# What you have to do:
Every entry below must be retyped exactly, and the pictures must be left out.

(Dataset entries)

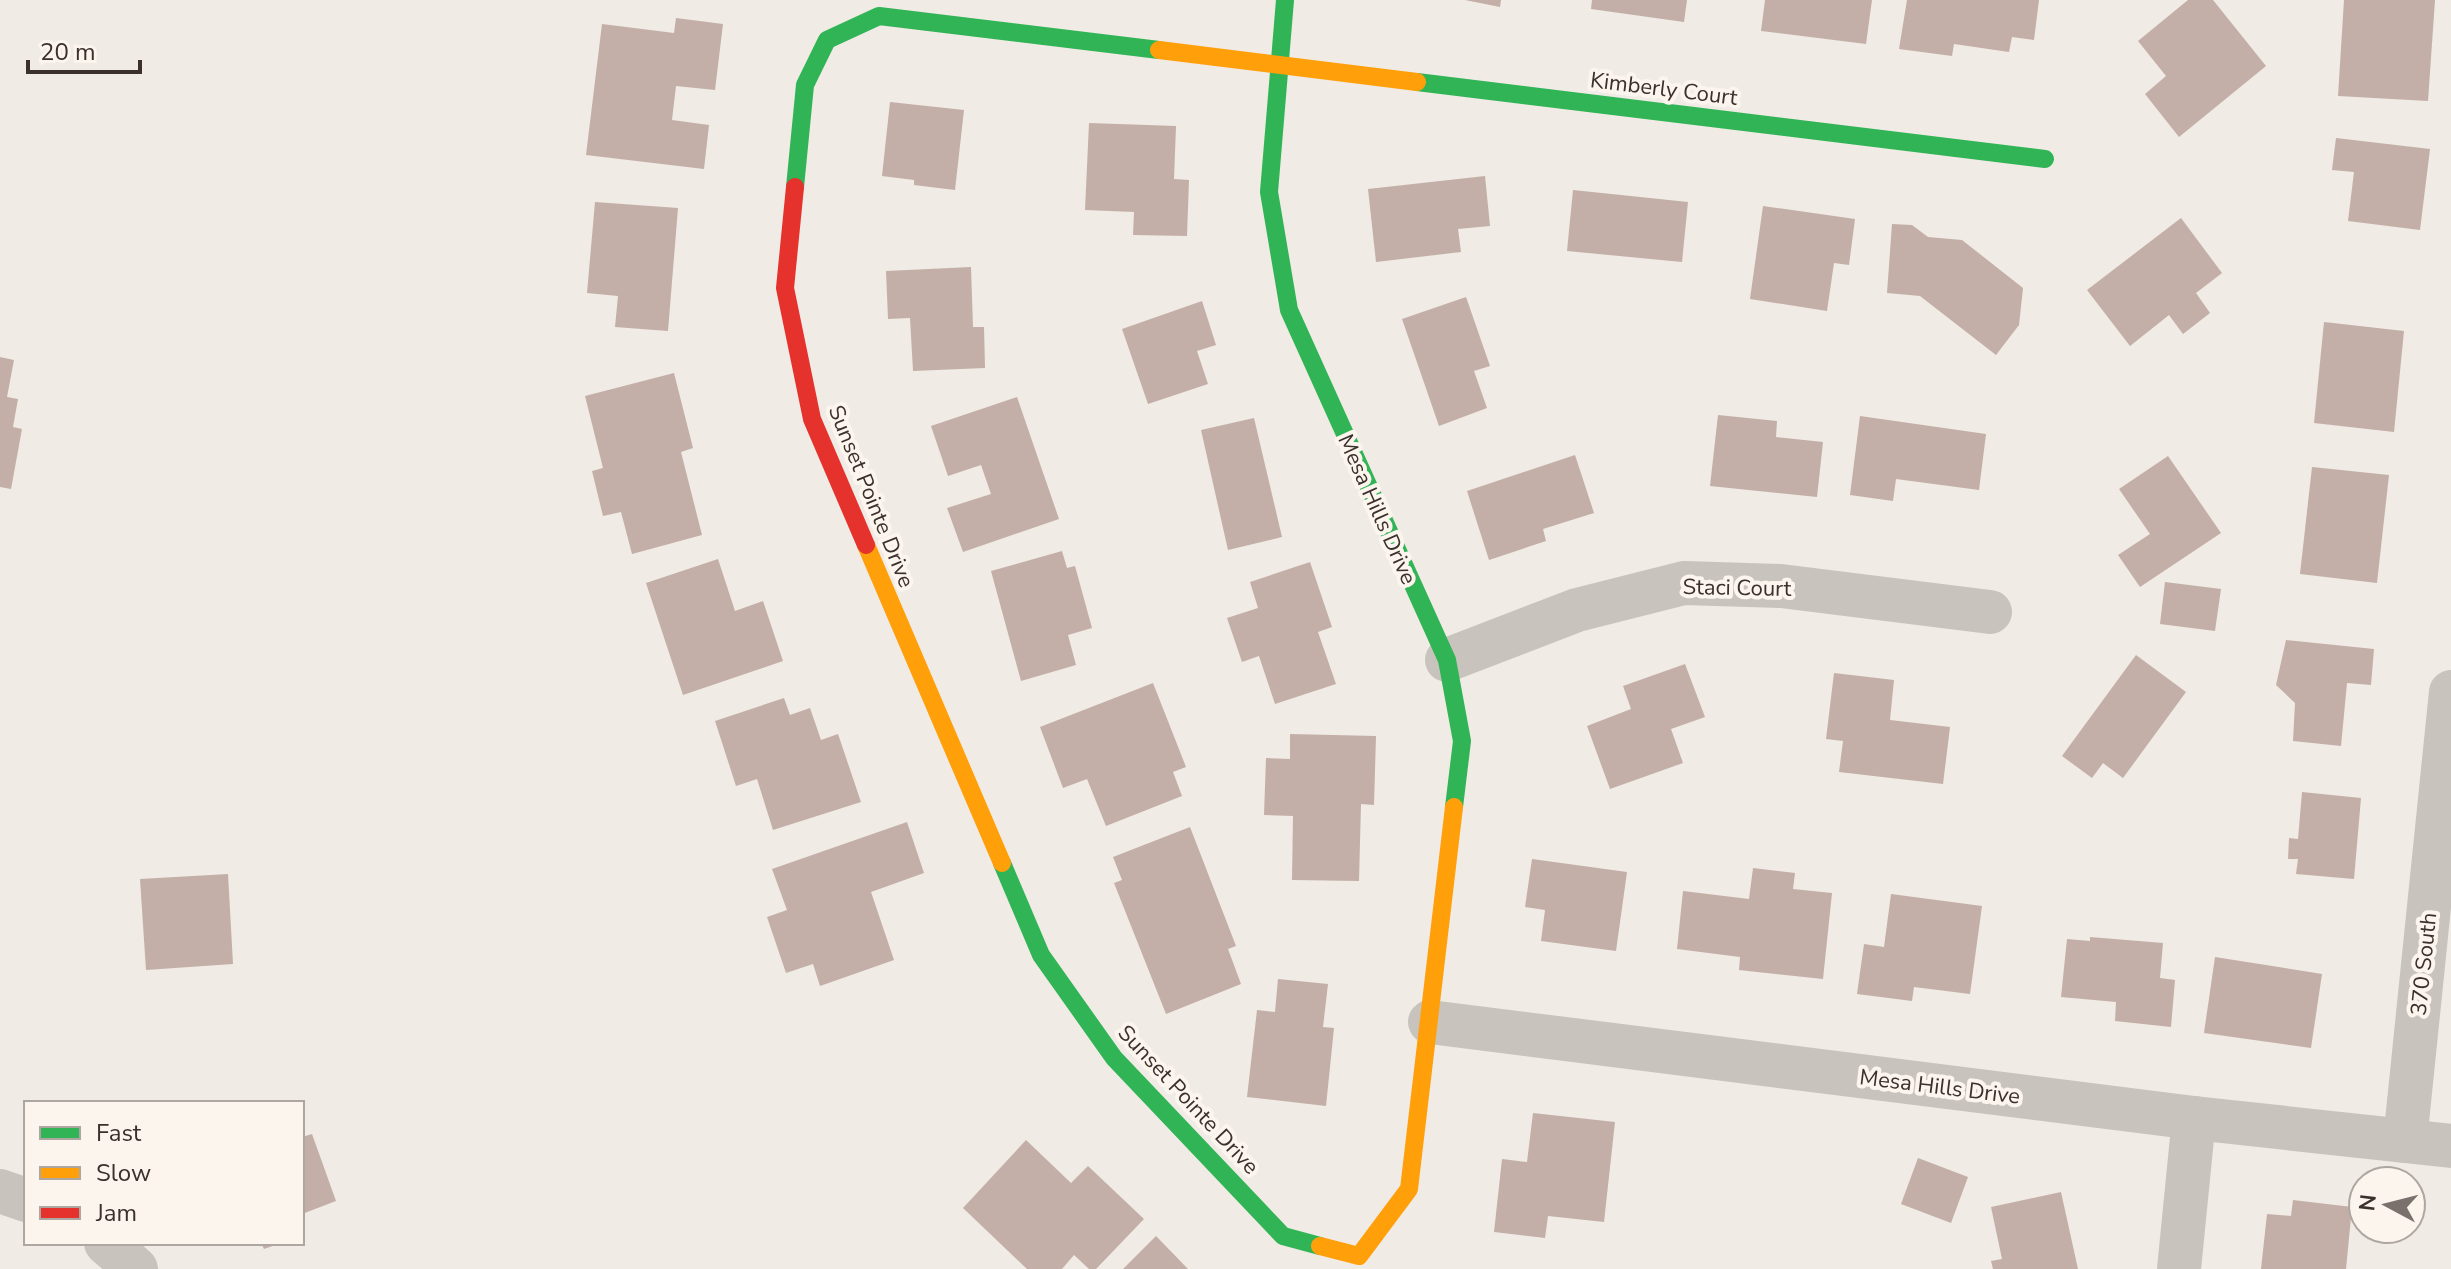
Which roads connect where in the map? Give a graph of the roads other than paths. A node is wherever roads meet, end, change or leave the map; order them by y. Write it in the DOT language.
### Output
graph roads {
  1 [pos="1285,0"];
  2 [pos="1277,65"];
  3 [pos="2045,159"];
  4 [pos="1990,612"];
  5 [pos="1447,660"];
  6 [pos="2451,692"];
  7 [pos="1430,1022"];
  8 [pos="2194,1118"];
  9 [pos="2405,1141"];
  10 [pos="2451,1146"];
  11 [pos="0,1191"];
  12 [pos="24,1199"];
  13 [pos="108,1245"];
  14 [pos="1359,1256"];
  15 [pos="136,1269"];
  16 [pos="2179,1269"];
  1 -- 2 [label="street, Mesa Hills Drive"];
  2 -- 3 [label="street, Kimberly Court"];
  2 -- 5 [label="street, Mesa Hills Drive"];
  2 -- 14 [label="street, Sunset Pointe Drive"];
  4 -- 5 [label="street, Staci Court"];
  5 -- 7 [label="street, Mesa Hills Drive"];
  6 -- 9 [label="street, 370 South"];
  7 -- 8 [label="street, Mesa Hills Drive"];
  7 -- 14 [label="street, Mesa Hills Drive"];
  8 -- 9 [label="street, Mesa Hills Drive"];
  8 -- 16 [label="street"];
  9 -- 10 [label="street, Mesa Hills Drive"];
  11 -- 12 [label="street"];
  13 -- 15 [label="street"];
}
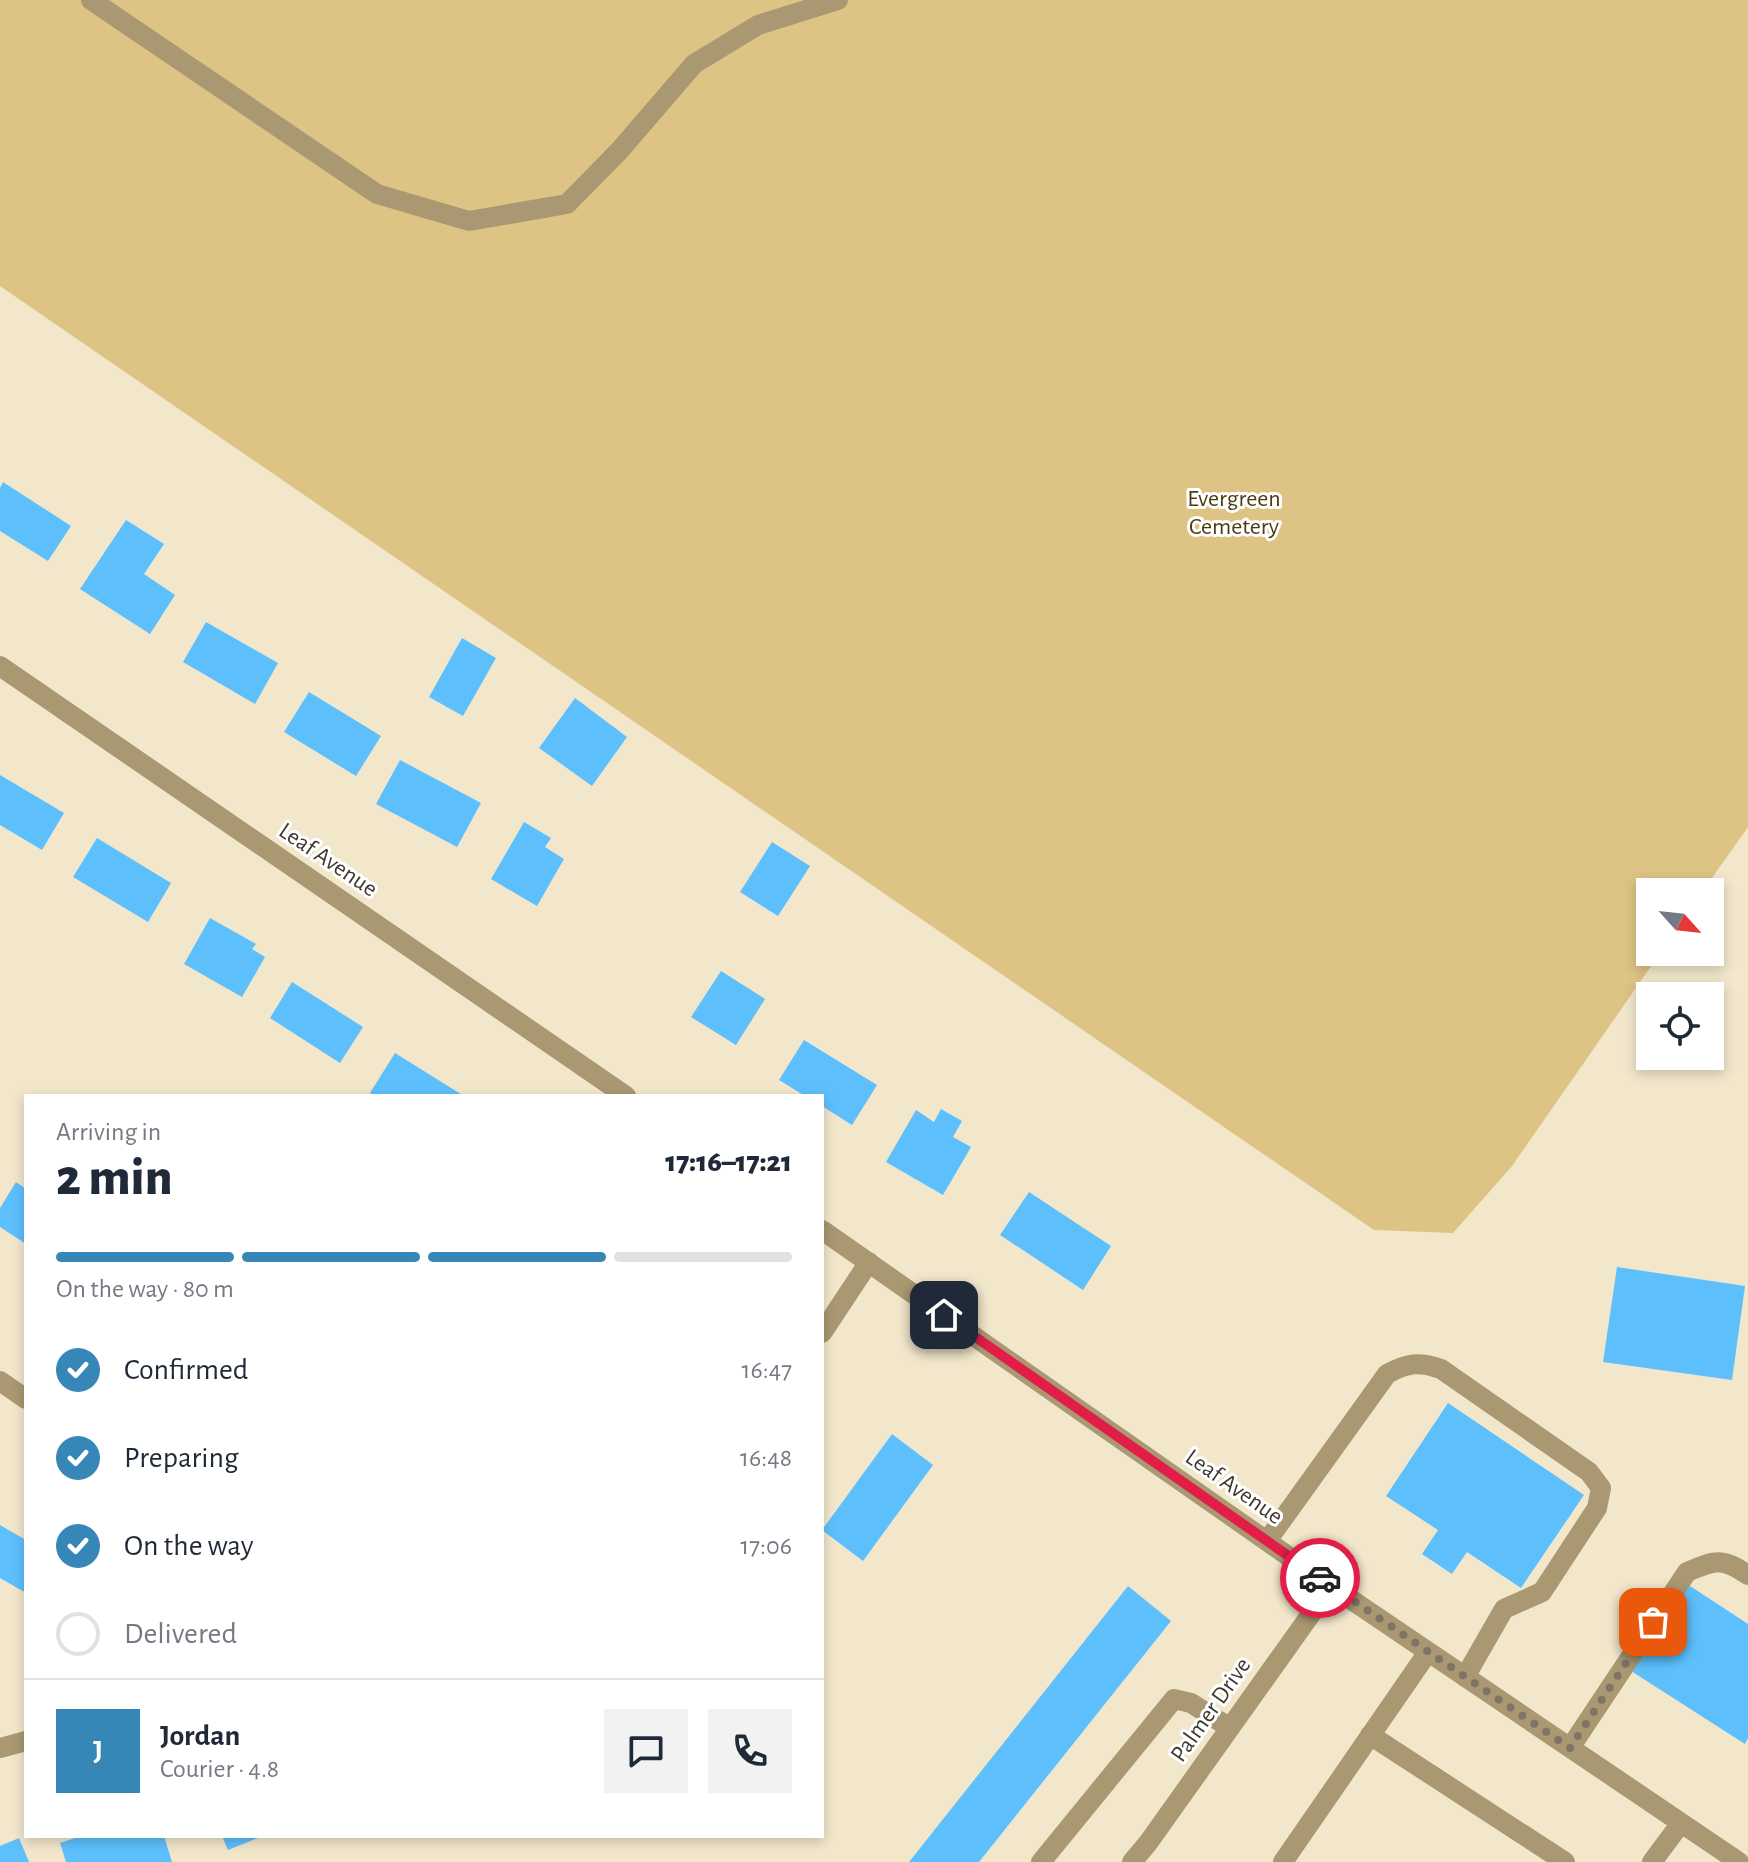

# Solution for this exercise:
Which roads connect where in the map? Give a graph of the roads other than paths. A node is wherever roads meet, end, change or leave the map; order them by y. Write it in the DOT language.
### Output
graph roads {
  1 [pos="1285,0"];
  2 [pos="1277,65"];
  3 [pos="2045,159"];
  4 [pos="1990,612"];
  5 [pos="1447,660"];
  6 [pos="2451,692"];
  7 [pos="1430,1022"];
  8 [pos="2194,1118"];
  9 [pos="2405,1141"];
  10 [pos="2451,1146"];
  11 [pos="0,1191"];
  12 [pos="24,1199"];
  13 [pos="108,1245"];
  14 [pos="1359,1256"];
  15 [pos="136,1269"];
  16 [pos="2179,1269"];
  1 -- 2 [label="street, Mesa Hills Drive"];
  2 -- 3 [label="street, Kimberly Court"];
  2 -- 5 [label="street, Mesa Hills Drive"];
  2 -- 14 [label="street, Sunset Pointe Drive"];
  4 -- 5 [label="street, Staci Court"];
  5 -- 7 [label="street, Mesa Hills Drive"];
  6 -- 9 [label="street, 370 South"];
  7 -- 8 [label="street, Mesa Hills Drive"];
  7 -- 14 [label="street, Mesa Hills Drive"];
  8 -- 9 [label="street, Mesa Hills Drive"];
  8 -- 16 [label="street"];
  9 -- 10 [label="street, Mesa Hills Drive"];
  11 -- 12 [label="street"];
  13 -- 15 [label="street"];
}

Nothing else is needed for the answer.